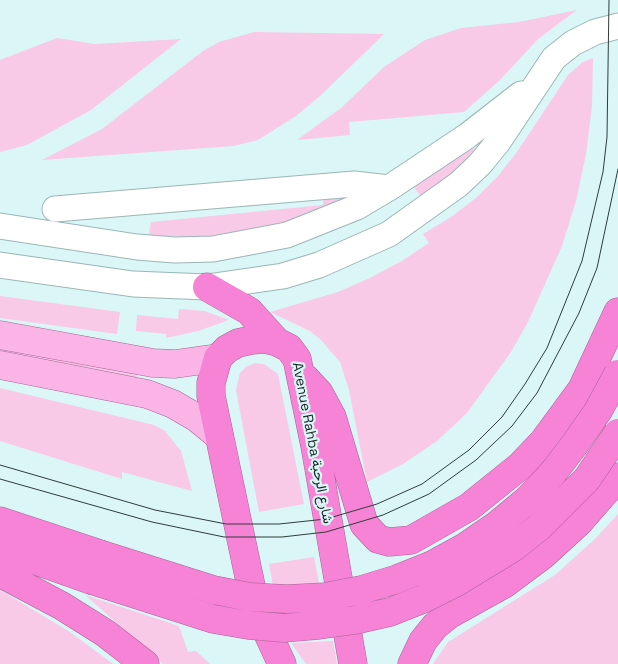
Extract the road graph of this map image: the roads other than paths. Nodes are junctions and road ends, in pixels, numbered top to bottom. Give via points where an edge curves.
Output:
1 (618, 26) edge
2 (535, 84) junction
3 (389, 188) junction
4 (55, 208) dead end
5 (0, 226) edge
6 (0, 265) edge
7 (207, 287) junction
8 (618, 312) edge
9 (0, 335) edge
10 (277, 342) junction
11 (218, 358) junction
12 (0, 365) edge
13 (301, 372) junction
14 (618, 374) edge
15 (618, 433) edge
16 (218, 436) junction
17 (618, 477) edge
18 (0, 521) edge
19 (0, 548) edge
20 (0, 573) edge
21 (145, 664) edge
22 (282, 664) edge
23 (352, 664) edge
24 (412, 664) edge

1 - 2 street via 595,32 573,43 554,58
2 - 3 street via 467,136
2 - 7 street via 480,164 459,184 388,234 355,251 301,270 245,283
3 - 4 street via 354,184
3 - 5 street via 357,207 287,235 213,249 137,247
6 - 7 street via 133,284
7 - 10 highway, Avenue Rahba شارع الرحبة via 249,311
8 - 13 highway via 582,389 543,442 520,466 469,507 411,540 378,539 364,524 332,417 319,393
9 - 11 main road via 153,364
10 - 11 highway via 265,339 238,343
10 - 13 highway, Avenue Rahba شارع الرحبة via 289,348
11 - 16 highway via 211,383
12 - 16 main road via 147,394 197,418
13 - 23 highway, Avenue Rahba شارع الرحبة
14 - 18 highway, bridge via 598,411 552,474 497,526 432,565 361,590 288,599 250,597 214,590
15 - 19 highway, bridge via 587,479 514,547 423,599 390,612 355,620 284,628 213,619
16 - 22 highway via 251,586
17 - 24 highway via 579,522 543,555 504,584 435,626
20 - 21 highway via 62,606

• • •

▶ Work to complete: Leave out the pictures and give the rest of the records again exactly.

▶ Expected answer:
Extract the road graph of this map image: the roads other than paths. Nodes are junctions and road ends, in pixels, numbered top to bottom. Give via points where an edge curves.
Output:
1 (618, 26) edge
2 (535, 84) junction
3 (389, 188) junction
4 (55, 208) dead end
5 (0, 226) edge
6 (0, 265) edge
7 (207, 287) junction
8 (618, 312) edge
9 (0, 335) edge
10 (277, 342) junction
11 (218, 358) junction
12 (0, 365) edge
13 (301, 372) junction
14 (618, 374) edge
15 (618, 433) edge
16 (218, 436) junction
17 (618, 477) edge
18 (0, 521) edge
19 (0, 548) edge
20 (0, 573) edge
21 (145, 664) edge
22 (282, 664) edge
23 (352, 664) edge
24 (412, 664) edge

1 - 2 street via 595,32 573,43 554,58
2 - 3 street via 467,136
2 - 7 street via 480,164 459,184 388,234 355,251 301,270 245,283
3 - 4 street via 354,184
3 - 5 street via 357,207 287,235 213,249 137,247
6 - 7 street via 133,284
7 - 10 highway, Avenue Rahba شارع الرحبة via 249,311
8 - 13 highway via 582,389 543,442 520,466 469,507 411,540 378,539 364,524 332,417 319,393
9 - 11 main road via 153,364
10 - 11 highway via 265,339 238,343
10 - 13 highway, Avenue Rahba شارع الرحبة via 289,348
11 - 16 highway via 211,383
12 - 16 main road via 147,394 197,418
13 - 23 highway, Avenue Rahba شارع الرحبة
14 - 18 highway, bridge via 598,411 552,474 497,526 432,565 361,590 288,599 250,597 214,590
15 - 19 highway, bridge via 587,479 514,547 423,599 390,612 355,620 284,628 213,619
16 - 22 highway via 251,586
17 - 24 highway via 579,522 543,555 504,584 435,626
20 - 21 highway via 62,606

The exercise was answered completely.